> [What needs to be done] Provide the number of lines below that include "Sách", without any other words.

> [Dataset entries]
—————

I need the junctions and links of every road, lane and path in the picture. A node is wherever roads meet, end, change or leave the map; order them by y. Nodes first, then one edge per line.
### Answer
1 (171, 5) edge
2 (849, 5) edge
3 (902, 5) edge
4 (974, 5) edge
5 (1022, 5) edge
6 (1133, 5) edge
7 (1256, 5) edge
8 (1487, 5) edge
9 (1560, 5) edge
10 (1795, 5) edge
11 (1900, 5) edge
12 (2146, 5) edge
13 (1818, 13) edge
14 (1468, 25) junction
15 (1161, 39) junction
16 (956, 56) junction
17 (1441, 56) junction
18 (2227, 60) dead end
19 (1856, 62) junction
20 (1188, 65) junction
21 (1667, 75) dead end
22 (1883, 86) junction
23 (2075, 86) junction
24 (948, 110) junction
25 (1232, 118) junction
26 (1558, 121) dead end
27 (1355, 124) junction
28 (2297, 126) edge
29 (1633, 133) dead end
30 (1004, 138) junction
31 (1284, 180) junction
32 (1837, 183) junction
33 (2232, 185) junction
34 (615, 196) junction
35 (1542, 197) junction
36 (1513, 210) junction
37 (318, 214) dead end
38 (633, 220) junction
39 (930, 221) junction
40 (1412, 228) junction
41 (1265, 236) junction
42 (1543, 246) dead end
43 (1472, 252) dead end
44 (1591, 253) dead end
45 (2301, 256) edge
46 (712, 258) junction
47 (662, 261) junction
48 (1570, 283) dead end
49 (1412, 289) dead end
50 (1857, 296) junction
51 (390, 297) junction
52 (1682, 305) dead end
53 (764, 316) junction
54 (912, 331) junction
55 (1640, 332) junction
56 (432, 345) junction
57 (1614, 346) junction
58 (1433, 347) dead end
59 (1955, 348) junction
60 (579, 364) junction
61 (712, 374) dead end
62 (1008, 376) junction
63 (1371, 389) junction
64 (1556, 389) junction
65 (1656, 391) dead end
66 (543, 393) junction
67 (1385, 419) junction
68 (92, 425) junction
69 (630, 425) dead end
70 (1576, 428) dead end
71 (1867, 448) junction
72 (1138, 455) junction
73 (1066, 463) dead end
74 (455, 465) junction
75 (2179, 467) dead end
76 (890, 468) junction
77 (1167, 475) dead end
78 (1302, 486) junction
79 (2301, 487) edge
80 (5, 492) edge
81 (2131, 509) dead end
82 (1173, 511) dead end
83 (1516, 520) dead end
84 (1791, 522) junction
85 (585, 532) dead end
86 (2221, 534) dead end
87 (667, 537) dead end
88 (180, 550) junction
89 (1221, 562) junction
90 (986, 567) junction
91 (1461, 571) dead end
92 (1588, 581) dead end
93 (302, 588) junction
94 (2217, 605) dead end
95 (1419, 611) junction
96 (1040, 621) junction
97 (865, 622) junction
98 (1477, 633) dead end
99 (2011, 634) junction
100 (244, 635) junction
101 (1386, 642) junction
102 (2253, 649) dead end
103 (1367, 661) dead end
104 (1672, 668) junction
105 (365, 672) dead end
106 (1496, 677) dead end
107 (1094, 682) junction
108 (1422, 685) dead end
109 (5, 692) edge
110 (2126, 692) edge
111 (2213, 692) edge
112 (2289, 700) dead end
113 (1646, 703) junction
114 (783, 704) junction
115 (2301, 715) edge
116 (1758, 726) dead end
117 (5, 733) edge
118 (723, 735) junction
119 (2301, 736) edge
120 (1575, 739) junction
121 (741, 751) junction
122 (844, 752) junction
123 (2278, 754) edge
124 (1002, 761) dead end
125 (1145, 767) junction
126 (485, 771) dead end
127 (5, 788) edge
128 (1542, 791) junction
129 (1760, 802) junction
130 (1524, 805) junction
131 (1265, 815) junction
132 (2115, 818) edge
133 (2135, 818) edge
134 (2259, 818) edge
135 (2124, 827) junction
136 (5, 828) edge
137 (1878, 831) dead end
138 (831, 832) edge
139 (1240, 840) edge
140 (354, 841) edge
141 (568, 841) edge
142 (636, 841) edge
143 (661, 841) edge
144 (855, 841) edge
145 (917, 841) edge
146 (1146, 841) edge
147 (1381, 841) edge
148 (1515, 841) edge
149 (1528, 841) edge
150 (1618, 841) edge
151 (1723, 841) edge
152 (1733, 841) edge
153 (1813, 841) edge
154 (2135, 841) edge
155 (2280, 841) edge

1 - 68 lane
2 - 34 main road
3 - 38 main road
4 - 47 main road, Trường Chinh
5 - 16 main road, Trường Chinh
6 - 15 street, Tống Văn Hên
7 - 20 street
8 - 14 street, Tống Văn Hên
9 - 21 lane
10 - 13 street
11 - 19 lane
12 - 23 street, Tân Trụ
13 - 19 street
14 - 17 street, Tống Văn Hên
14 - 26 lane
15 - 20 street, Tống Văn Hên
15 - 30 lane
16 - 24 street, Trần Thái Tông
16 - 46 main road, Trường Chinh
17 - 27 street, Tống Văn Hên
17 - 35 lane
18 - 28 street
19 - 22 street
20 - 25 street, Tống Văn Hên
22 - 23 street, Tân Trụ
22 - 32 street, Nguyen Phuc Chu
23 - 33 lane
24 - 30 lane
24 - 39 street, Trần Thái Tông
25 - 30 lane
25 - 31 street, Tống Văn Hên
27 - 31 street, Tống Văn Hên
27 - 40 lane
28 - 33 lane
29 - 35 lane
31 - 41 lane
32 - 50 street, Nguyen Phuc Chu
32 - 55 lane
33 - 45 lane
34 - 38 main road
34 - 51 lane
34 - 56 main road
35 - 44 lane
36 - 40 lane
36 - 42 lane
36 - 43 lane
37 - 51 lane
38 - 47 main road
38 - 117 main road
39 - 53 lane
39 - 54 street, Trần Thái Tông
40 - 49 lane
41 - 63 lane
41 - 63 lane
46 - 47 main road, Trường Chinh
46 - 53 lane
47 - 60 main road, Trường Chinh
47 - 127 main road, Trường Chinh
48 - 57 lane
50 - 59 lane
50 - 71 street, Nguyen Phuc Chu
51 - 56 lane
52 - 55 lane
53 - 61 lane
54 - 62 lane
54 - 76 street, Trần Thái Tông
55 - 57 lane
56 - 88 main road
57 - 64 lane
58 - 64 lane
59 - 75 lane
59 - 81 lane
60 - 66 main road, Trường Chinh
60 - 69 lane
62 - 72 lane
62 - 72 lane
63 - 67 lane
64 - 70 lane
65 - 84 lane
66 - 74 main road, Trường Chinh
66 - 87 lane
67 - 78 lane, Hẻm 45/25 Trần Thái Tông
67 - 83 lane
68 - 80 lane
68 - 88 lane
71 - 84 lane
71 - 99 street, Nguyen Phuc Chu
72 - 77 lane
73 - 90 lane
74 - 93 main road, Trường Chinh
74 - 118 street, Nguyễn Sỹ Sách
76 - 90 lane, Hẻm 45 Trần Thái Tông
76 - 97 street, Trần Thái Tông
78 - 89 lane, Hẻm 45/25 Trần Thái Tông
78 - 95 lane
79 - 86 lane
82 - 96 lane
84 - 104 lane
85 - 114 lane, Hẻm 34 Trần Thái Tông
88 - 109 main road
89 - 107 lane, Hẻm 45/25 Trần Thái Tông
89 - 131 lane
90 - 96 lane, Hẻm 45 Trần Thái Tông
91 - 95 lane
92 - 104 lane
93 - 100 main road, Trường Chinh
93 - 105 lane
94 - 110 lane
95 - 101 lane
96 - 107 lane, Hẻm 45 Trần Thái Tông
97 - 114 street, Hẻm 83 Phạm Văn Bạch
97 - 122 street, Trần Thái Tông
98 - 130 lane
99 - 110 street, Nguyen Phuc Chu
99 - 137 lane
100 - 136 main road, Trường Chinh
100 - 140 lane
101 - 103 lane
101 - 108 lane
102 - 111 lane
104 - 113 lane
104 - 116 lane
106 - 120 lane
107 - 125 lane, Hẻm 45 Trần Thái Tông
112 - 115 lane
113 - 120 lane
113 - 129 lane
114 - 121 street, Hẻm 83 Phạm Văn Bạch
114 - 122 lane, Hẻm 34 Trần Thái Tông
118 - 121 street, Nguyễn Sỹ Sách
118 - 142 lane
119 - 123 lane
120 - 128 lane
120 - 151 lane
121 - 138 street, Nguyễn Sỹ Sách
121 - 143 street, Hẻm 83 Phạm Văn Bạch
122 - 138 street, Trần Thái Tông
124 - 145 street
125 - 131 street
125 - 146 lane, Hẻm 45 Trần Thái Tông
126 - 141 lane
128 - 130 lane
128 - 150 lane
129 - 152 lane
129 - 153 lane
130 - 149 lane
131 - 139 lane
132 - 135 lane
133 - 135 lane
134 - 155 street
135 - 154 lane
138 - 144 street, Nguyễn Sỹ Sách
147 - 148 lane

—————

> [Answer box] 4